As observed above, the speech spectrogram can be divided into alternating periods of steady spectra (e.g. vowel nucleii and fricatives) and regions of abrupt spectral transition (associated with rapid articulator changes such as stop releases and nasal closures). In between these extremes is a third class of more gradually varying spectra typical of dipthongs and semivowels. The typical spectrogram below has been annotated to illustrate these regions:
The basic formulation of hidden Markov model speech recognition involves a frame-by-frame probabilistic association between acoustic features and phonetic labels. Although the time-support of specific features may vary, the job of the classifier (be it a neural network or a Gaussian model) is to estimate the likelihood that a particular narrow segment of the signal is an instance of each of the previously-specified phone models. This will be most straightforward if a particular phone has a regular, constant spectral shape - a crude but justifiable description of vowels. On the other hand, if a phone is intrinsically defined by the spectral dynamics that accompany it, steady-state spectral templates are an inefficient and cumbersome modeling domain.
Current systems almost universally mitigate this problem by using delta (difference) and double-delta features in addition to the undifferenced values, thereby converting a dynamic trend over a broader temporal context into a constant value that may be matched by a single-frame's phone model. But it is natural to ask whether it would be possible to design a different type of model for these transition regions, one that does not expect nor rely upon the assumption of features that are static at every frame, but that directly models the variation over a short timescale that characterizes certain speech events? There are some properties of neural net classifiers that make them peculiarly appropriate for this task: our network classifiers use a temporal context window of nine adjacent frames rather than looking at just one; Gaussian models are expensive to use with such highly-correlated feature dimensions, but the net accommodates this covariance without complaint. If the characteristic dynamics of a speech signal event can be contained within this temporal window, we might hope that the net will be able to learn to recognize them directly and effectively.

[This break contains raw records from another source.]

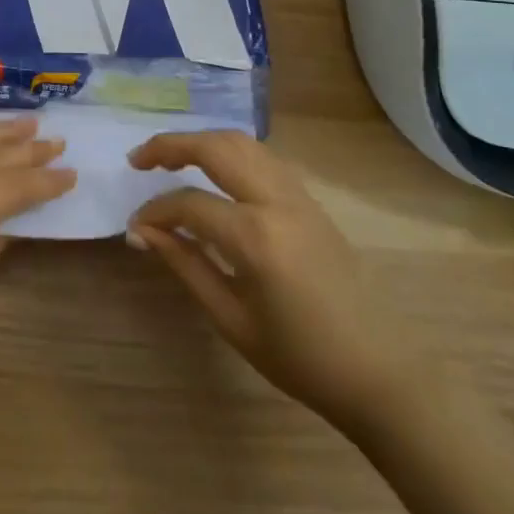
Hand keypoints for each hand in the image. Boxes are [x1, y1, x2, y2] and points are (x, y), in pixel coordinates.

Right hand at [126, 131, 415, 429]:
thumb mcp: (231, 319)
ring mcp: (298, 194)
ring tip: (171, 157)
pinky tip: (215, 169)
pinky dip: (230, 150)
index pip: (189, 203)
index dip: (155, 211)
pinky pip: (263, 156)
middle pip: (215, 148)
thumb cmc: (300, 358)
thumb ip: (184, 265)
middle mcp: (276, 200)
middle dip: (170, 146)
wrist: (379, 372)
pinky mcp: (310, 199)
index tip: (135, 226)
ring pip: (241, 142)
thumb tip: (141, 231)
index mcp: (256, 236)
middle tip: (139, 159)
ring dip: (202, 141)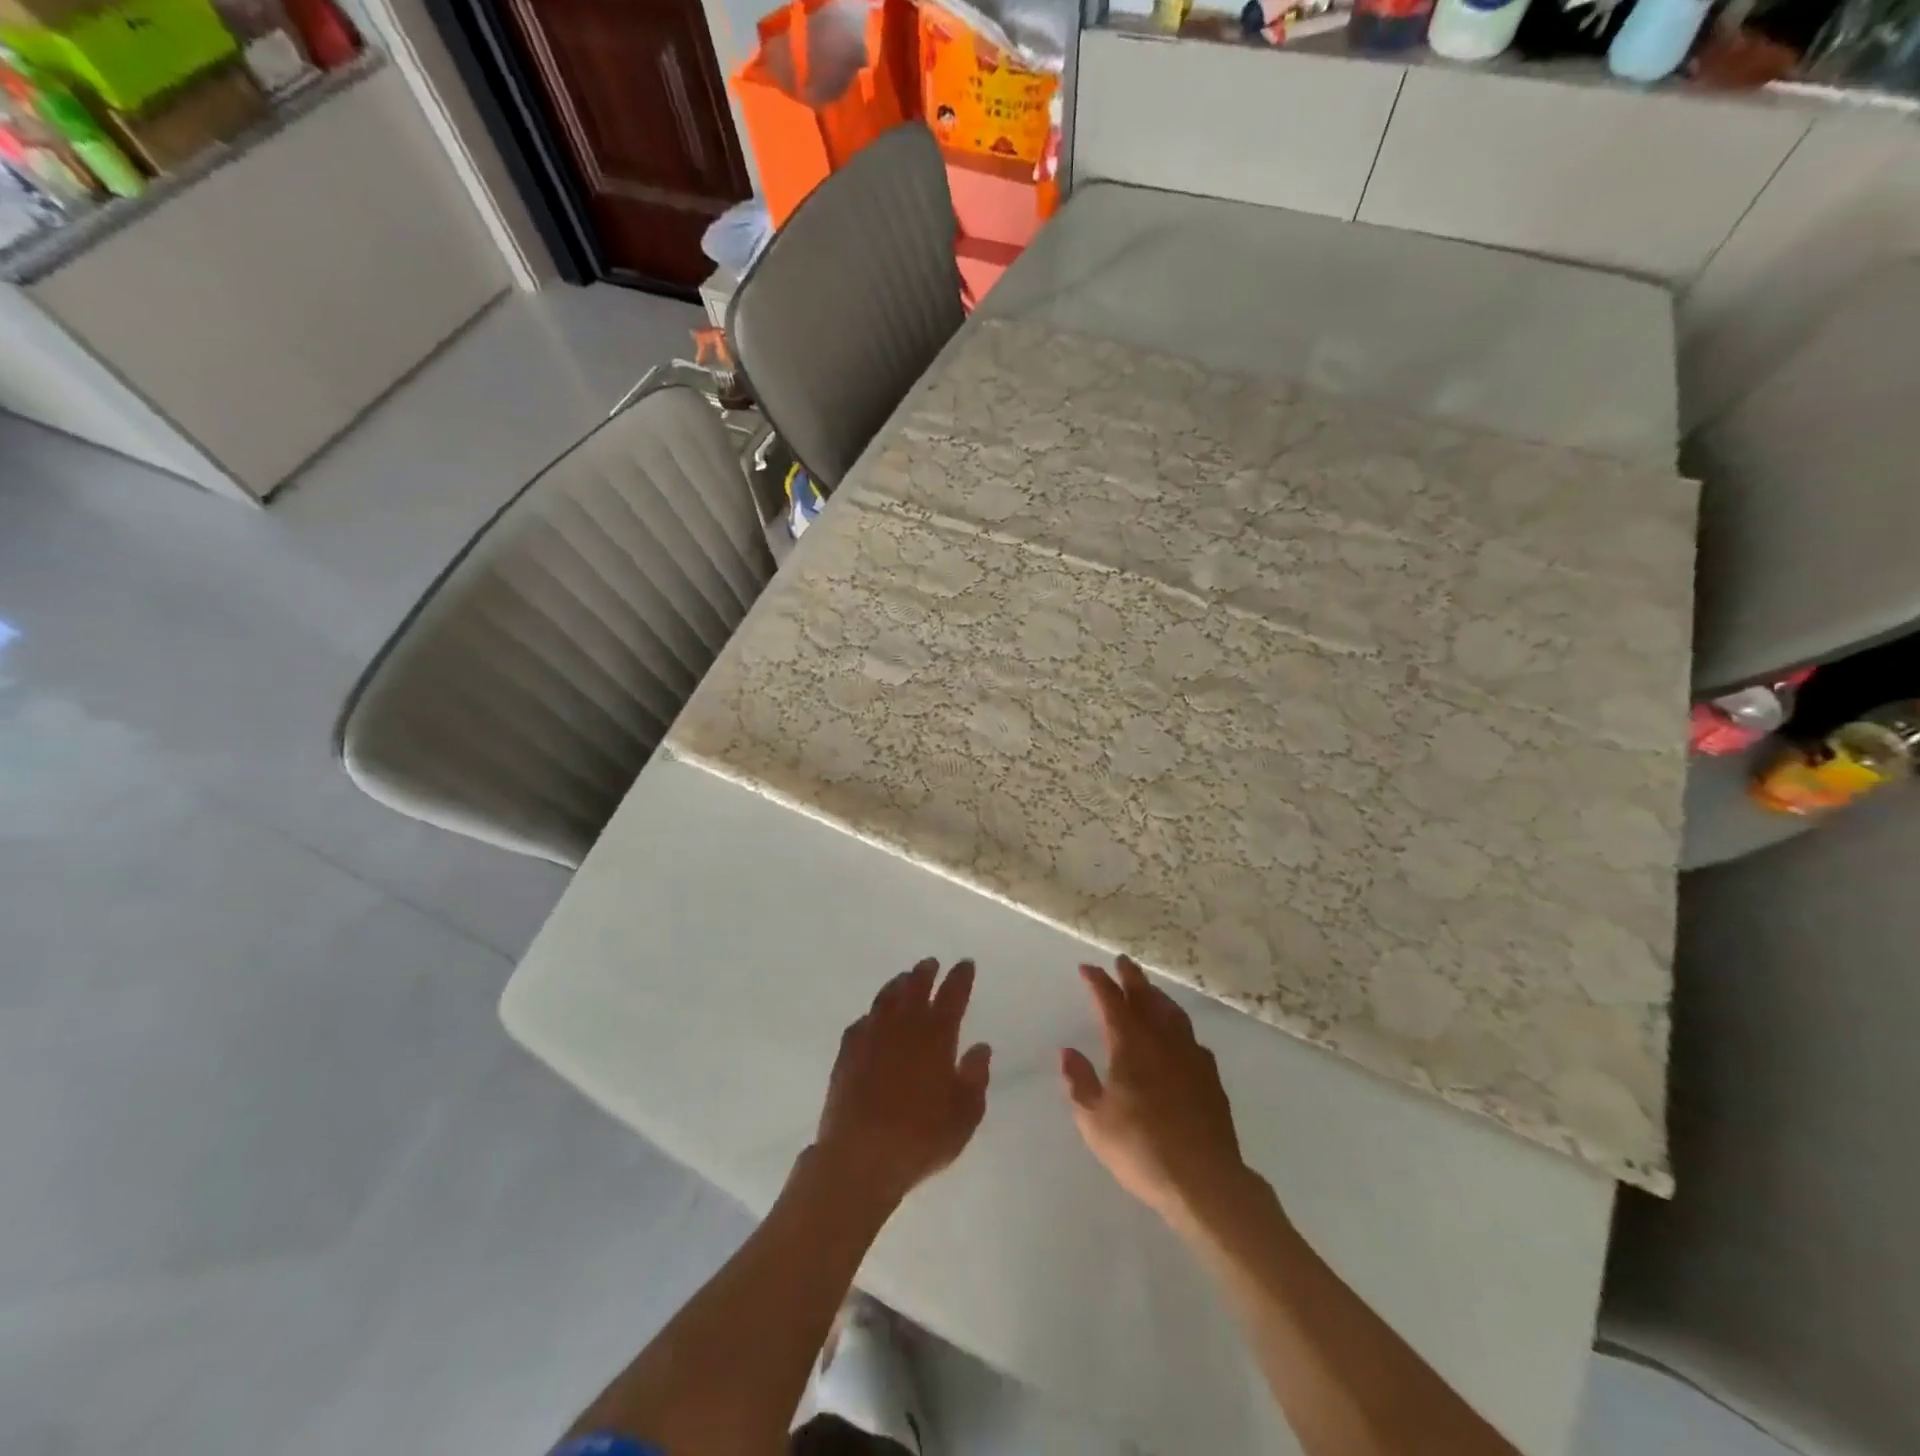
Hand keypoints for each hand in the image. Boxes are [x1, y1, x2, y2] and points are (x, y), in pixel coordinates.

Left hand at [814, 958, 991, 1211]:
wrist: (860, 1156)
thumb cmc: (921, 1137)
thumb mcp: (964, 1115)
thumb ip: (975, 1077)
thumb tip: (980, 1047)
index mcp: (936, 1036)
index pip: (952, 996)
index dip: (960, 978)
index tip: (965, 964)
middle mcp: (903, 1027)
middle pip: (915, 988)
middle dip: (925, 973)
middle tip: (931, 963)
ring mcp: (871, 1037)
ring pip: (886, 999)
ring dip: (897, 986)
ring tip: (904, 979)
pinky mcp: (847, 1054)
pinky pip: (861, 1023)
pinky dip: (872, 1015)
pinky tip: (872, 1018)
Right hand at [1060, 956, 1253, 1233]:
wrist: (1205, 1180)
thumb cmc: (1141, 1149)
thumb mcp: (1095, 1121)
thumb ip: (1080, 1082)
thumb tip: (1068, 1052)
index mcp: (1130, 1045)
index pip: (1111, 1001)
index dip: (1098, 982)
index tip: (1087, 968)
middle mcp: (1161, 1041)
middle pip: (1146, 997)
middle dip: (1131, 977)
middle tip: (1122, 962)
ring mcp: (1191, 1057)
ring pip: (1173, 1013)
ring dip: (1157, 996)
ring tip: (1150, 990)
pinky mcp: (1210, 1078)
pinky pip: (1192, 1039)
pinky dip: (1179, 1027)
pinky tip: (1179, 1037)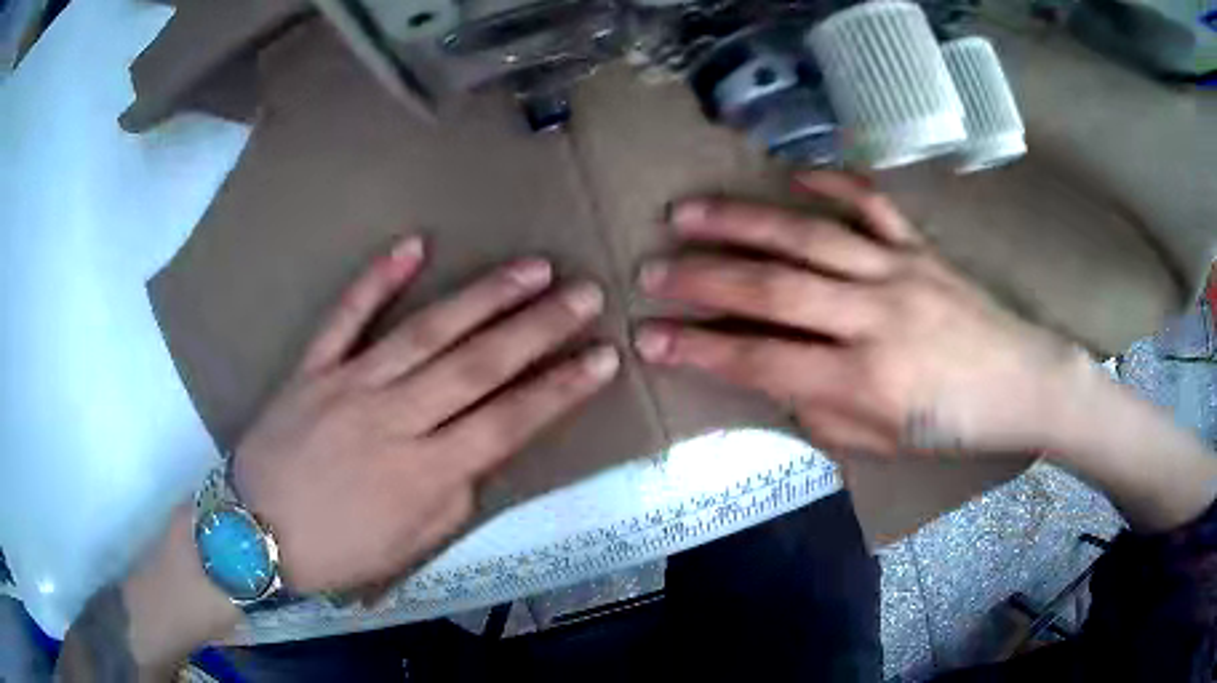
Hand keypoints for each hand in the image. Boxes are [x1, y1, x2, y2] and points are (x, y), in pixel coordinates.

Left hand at [233, 237, 618, 593]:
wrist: (255, 534)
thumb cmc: (337, 550)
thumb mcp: (410, 546)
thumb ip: (453, 496)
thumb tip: (477, 450)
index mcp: (424, 473)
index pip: (510, 421)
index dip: (562, 388)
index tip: (604, 357)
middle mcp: (393, 419)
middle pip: (478, 365)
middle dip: (539, 327)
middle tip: (585, 293)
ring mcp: (349, 384)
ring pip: (426, 331)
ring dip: (483, 296)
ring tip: (531, 267)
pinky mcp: (312, 367)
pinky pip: (346, 316)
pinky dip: (377, 279)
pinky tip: (413, 246)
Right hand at [634, 171, 1078, 458]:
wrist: (1023, 383)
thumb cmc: (954, 426)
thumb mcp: (883, 445)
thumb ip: (822, 412)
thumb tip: (773, 378)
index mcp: (865, 380)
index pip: (763, 362)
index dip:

The vision then is to have two complementary acoustic models, one specializing in the classification of steady-state spectra, the other oriented specifically toward episodes of rapid spectral change (our previous categorization nominated a third class of more continuous spectral change, and one could perhaps argue that a third channel might also be beneficial, but for now we will assume this case can be covered by one or both of the other classifiers). Once we have separate classification stages for these different signal conditions, we have the opportunity to use different signal processing and features best adapted to each case, rather than the single, compromise feature set generally employed. So for identifying transition regions it may be beneficial to exaggerate the RASTA-style enhancement of spectral changes used in our current feature processing; by contrast, classification of steady-state spectra may be best served by processing that minimizes the influence of a transition on the following vowel, and may even work better with a context window narrower than our normal 9 time frames.
Apart from the opportunity for different feature processing, there is a more theoretical motivation to have these two classifiers as separate, which is that the two kinds of classes they are handling are not entirely mutually exclusive. When making a judgment for a particular frame, it may be desirable to classify it both as part of a transition region and as belonging to a particular steady-state vowel class, rather than trying to decide these two choices. If a single classifier were used for both classes, these labels would be set in opposition (particularly for the discriminatively-trained neural networks, and particularly for the softmax output units we use); with two independent classifiers, such dual-class labelling is the rule. (Garbage classes in each path permit a frame to be marked as `not from this set' if a single label is in fact the most appropriate).
While having several classifier paths has clear attractions, it also raises the issue of combining results into a single final answer. This is something in which we have lately become increasingly interested at ICSI [wu ref], so a number of options is available. In the experiments described below, two approaches were tried - firslty, using both sets of posterior probability estimates as inputs to a single hidden Markov decoder, where the word models alternated between steady and transition classes, and secondly an HMM combination approach that used a single, compex model where each state corresponded to a pair of classifications, one for each stream. Other approaches include more complex variants and combinations of these structures, as well as more independent stream decoding via the `two level decoding' we are currently pursuing [fosler ref].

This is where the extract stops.